| Victims Object to Pedophile Priest's Burial in Full Vestments
By Annysa Johnson
Milwaukee Journal Sentinel
March 15, 2012
http://www.jsonline.com/blogs/news/142856555.html
A Milwaukee area priest who was restricted from ministry for sexually abusing a child in the 1960 has died, and victim advocates are objecting to his being buried in his priestly robes.
“This is absolutely outrageous,” Peter Isely of the Survivors Network of Those Abused by Priests said of the burial plans for Jerome E. Lanser, 88. “Here’s a man who violated everything the priesthood stands for,” and he is being buried “in full uniform,” he said.
Julie Wolf, spokeswoman for the Milwaukee Archdiocese said Lanser would have a closed casket out of respect for victims, but that he was entitled to be buried in his vestments because he remained a priest until death. A private viewing will be held for family, but she did not know whether the casket would be open or closed for that.

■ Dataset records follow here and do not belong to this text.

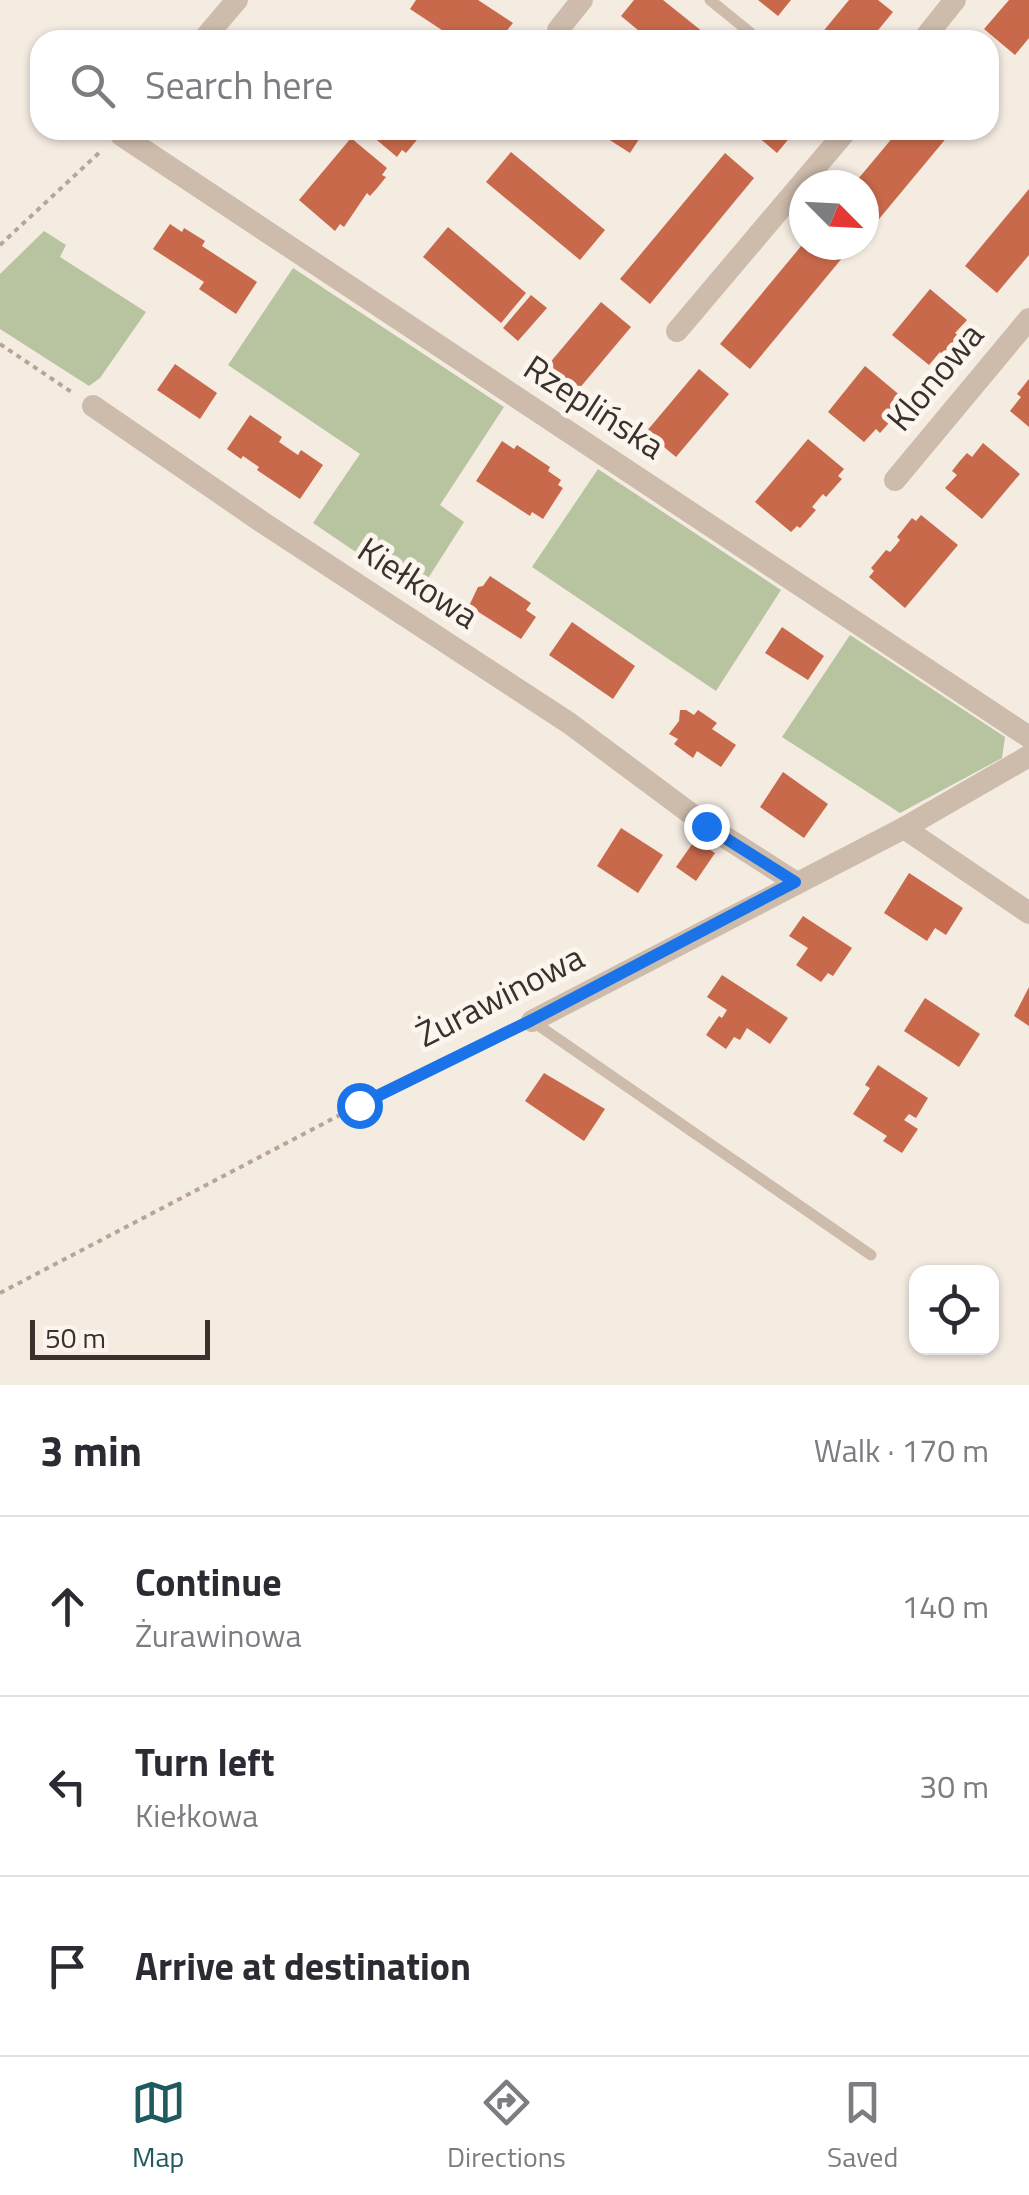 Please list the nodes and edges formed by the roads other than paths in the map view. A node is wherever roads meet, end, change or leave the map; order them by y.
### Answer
1 (237, 0) edge
2 (582, 0) edge
3 (710, 0) edge
4 (955, 0) edge
5 (212, 30) edge
6 (558, 30) dead end
7 (747, 30) edge
8 (930, 30) edge
9 (134, 140) edge
10 (839, 140) edge
11 (1029, 319) edge
12 (678, 331) dead end
13 (93, 406) road end
14 (896, 480) dead end
15 (1029, 737) edge
16 (1029, 756) edge
17 (904, 828) junction
18 (795, 882) junction
19 (1029, 913) edge
20 (532, 1020) joint
21 (871, 1256) dead end

1 - 5 street
2 - 6 street
3 - 7 lane
4 - 8 street
9 - 15 street, Rzeplińska
10 - 12 street
11 - 14 street, Klonowa
13 - 18 street, Kiełkowa
16 - 17 street, Żurawinowa
17 - 18 street, Żurawinowa
17 - 19 street
18 - 20 street, Żurawinowa
20 - 21 lane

Isely said he learned about Lanser's death from victims who were upset that he could be buried in his robes. There appears to have been no obituary published, although the archdiocese updated its online list of priests with substantiated allegations of sexual abuse against them, changing his status from "fully restricted" to "deceased."

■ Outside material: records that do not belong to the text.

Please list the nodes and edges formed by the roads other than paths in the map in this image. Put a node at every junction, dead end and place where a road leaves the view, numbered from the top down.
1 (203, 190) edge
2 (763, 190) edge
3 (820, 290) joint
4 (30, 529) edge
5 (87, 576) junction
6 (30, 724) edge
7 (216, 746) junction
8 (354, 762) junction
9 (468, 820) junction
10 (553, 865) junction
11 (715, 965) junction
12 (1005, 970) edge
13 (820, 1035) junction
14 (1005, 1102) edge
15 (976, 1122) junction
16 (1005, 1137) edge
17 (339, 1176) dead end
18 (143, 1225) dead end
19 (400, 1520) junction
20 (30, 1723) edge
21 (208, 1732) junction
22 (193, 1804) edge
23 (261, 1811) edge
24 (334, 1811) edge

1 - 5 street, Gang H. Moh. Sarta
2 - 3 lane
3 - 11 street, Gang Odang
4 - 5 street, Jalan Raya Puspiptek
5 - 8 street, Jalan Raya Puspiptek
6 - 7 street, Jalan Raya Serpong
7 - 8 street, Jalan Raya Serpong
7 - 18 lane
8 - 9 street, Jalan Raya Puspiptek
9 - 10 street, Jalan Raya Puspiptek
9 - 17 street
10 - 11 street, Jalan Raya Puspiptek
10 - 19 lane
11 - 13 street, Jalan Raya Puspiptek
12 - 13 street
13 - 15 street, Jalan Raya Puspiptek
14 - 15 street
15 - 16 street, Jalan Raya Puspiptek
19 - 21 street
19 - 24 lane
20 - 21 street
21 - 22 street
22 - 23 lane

Lanser, who served in a number of parishes and as a chaplain in the archdiocese, was accused of sexually abusing a boy from the time he was 8 until he turned 13, according to news accounts of a failed lawsuit in the case.
He was among the 43 diocesan priests identified by the archdiocese in 2004 as having substantiated allegations of sexual abuse against them. The list of those names, now at 44, appear on the archdiocese web site at www.archmil.org. Lanser’s death brings to 21 the number of priests there who are listed as deceased.
Lanser was to be buried after a Mass Thursday at Holy Cross Catholic Church in Belgium. Archbishop Jerome Listecki chose not to attend, according to Wolf; the Mass was to be said by the archdiocese’s Vicar for Clergy, Father Patrick Heppe.